• **TASK DIRECTIONS**:
Filter this listing down to the lines that contain the word "roads", and copy them.

• **DATA EXCERPTS**:
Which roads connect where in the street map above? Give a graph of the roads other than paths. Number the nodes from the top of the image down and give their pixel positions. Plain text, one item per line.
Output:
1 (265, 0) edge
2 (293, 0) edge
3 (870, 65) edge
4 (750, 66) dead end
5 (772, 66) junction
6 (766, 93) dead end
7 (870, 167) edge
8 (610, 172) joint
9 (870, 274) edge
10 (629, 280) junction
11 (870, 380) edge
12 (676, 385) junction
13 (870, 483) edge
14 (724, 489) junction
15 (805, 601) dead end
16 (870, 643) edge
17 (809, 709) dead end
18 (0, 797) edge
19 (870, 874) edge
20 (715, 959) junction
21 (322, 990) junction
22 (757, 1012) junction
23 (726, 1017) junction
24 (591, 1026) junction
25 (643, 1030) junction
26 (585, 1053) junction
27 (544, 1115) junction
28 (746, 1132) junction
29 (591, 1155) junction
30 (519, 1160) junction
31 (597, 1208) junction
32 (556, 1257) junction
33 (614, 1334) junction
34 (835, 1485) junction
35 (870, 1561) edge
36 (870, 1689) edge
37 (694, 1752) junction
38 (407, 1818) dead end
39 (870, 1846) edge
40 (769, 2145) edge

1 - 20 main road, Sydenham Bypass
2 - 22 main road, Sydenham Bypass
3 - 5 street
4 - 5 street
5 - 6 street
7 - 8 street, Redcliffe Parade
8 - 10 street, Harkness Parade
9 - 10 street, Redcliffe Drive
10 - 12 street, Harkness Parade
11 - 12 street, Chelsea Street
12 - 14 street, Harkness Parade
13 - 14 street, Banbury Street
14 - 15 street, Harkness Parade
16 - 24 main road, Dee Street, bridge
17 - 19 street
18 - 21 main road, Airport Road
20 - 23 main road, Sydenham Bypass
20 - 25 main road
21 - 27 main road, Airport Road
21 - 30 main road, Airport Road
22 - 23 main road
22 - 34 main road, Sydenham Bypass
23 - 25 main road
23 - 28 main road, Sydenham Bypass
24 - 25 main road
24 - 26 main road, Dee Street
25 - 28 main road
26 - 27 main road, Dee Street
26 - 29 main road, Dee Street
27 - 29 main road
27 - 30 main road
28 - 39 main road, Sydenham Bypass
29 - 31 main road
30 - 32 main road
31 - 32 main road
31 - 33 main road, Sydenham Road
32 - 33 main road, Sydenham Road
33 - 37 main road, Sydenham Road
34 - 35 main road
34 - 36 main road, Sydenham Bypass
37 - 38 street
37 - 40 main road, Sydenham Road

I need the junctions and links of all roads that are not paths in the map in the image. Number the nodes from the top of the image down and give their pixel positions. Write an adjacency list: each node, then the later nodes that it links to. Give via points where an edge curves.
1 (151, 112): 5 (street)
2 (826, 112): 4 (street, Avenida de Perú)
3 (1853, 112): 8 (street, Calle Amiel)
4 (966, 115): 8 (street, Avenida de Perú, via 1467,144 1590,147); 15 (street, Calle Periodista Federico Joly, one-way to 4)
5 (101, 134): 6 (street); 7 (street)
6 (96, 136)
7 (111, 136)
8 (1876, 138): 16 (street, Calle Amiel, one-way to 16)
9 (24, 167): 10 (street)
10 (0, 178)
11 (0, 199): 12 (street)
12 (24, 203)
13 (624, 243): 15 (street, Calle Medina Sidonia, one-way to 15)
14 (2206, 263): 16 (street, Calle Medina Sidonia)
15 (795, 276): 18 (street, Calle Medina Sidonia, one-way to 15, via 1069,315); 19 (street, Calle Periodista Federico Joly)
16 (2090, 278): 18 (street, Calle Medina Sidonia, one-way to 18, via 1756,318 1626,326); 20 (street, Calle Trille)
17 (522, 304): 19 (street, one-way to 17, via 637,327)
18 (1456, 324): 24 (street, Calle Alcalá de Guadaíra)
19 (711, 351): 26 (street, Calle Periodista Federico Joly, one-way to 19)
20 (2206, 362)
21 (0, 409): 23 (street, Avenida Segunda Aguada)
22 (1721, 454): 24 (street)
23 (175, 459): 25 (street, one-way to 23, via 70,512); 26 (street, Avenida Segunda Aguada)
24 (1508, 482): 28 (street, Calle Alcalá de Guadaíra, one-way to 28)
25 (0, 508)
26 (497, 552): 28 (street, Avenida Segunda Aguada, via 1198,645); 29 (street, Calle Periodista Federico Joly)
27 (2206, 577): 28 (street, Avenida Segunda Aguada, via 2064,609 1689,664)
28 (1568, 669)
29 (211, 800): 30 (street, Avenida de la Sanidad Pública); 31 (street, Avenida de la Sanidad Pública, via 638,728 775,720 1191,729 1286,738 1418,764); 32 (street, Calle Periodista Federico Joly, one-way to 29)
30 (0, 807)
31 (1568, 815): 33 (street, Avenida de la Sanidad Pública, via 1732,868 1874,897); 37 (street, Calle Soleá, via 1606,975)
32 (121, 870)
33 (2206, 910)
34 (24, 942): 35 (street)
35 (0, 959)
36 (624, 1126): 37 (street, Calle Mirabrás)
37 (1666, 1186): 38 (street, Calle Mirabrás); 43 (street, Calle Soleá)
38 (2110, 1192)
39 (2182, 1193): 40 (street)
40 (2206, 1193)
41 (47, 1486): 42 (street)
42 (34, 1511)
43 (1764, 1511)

• **RESPONSE TO THE TASK**:
Which roads connect where in the street map above? Give a graph of the roads other than paths. Number the nodes from the top of the image down and give their pixel positions. Plain text, one item per line.
I need the junctions and links of all roads that are not paths in the map in the image. Number the nodes from the top of the image down and give their pixel positions. Write an adjacency list: each node, then the later nodes that it links to. Give via points where an edge curves.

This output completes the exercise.